In a captivating tale of modern-day Machiavellian politics, the spotlight shines not on Labour leader Keir Starmer, but on his Irish chief of staff, Morgan McSweeney. This account paints a picture of a shrewd and relentless operator who has been one of the most consequential figures in contemporary British politics.
The story begins with McSweeney, a self-described “17-year-old slacker” from a small town in County Cork, who makes his way to London and cuts his teeth in the rough-and-tumble world of local campaigning. Mesmerised by the early triumphs of Tony Blair, he secures menial roles on the New Labour campaign, before gradually rising through the ranks.

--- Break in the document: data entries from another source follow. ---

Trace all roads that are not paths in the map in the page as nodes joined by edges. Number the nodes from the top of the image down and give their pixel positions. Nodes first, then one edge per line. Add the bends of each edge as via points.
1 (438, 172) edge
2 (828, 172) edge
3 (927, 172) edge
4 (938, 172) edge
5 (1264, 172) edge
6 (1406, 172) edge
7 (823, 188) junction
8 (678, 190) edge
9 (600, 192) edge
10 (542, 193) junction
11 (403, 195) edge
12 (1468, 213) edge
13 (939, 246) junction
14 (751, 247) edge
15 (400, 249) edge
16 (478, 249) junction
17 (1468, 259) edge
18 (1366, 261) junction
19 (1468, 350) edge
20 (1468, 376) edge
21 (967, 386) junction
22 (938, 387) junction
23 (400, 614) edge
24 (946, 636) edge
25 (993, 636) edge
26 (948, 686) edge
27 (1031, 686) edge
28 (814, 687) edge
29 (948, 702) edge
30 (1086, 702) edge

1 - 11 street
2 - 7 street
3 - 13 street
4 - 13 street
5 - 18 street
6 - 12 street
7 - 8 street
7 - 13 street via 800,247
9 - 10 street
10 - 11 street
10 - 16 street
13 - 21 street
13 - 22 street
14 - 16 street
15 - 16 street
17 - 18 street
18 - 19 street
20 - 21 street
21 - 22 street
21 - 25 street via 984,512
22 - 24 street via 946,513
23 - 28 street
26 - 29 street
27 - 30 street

As Jeremy Corbyn and his allies gain control of the party in 2015, McSweeney responds with an organisation called Labour Together, which he presents as benignly helpful to Corbyn’s leadership. In reality, his aim is to destabilise and delegitimise Corbynism, paving the way for its eventual destruction.
With Corbyn’s cataclysmic defeat looming, McSweeney sets his sights on Starmer as the candidate to replace him. The authors depict Starmer not as the master of his own fate, but as someone acting a part that others have ghostwritten for him. Much of Labour’s strategy is developed not in the shadow cabinet, but in McSweeney’s “kitchen cabinet” of like-minded apparatchiks.
The book’s dramatic details surrounding Starmer’s near-resignation following the Hartlepool by-election debacle highlight the extent to which the Labour leader is seen as a pawn in McSweeney’s game. The strategist’s ruthless pursuit of a “cleansing confrontation” with the left is executed with such remorselessness that the 2021 party conference marks the death of Corbynism without a peep of dissent.
As the Conservatives implode and Labour surges towards power, the authors paint a picture of a party in which preparation for government has been thin, with a civil servant-turned-chief of staff, Sue Gray, depicted as a power-hoarding control freak who is ultimately no match for the cunning McSweeney.
This is a rattlingly good tale of a modern-day Machiavelli, and one that is sure to cause consternation within the Labour leadership. Prime ministers, it seems, do not take kindly to being portrayed as the dumb instruments of someone else’s design.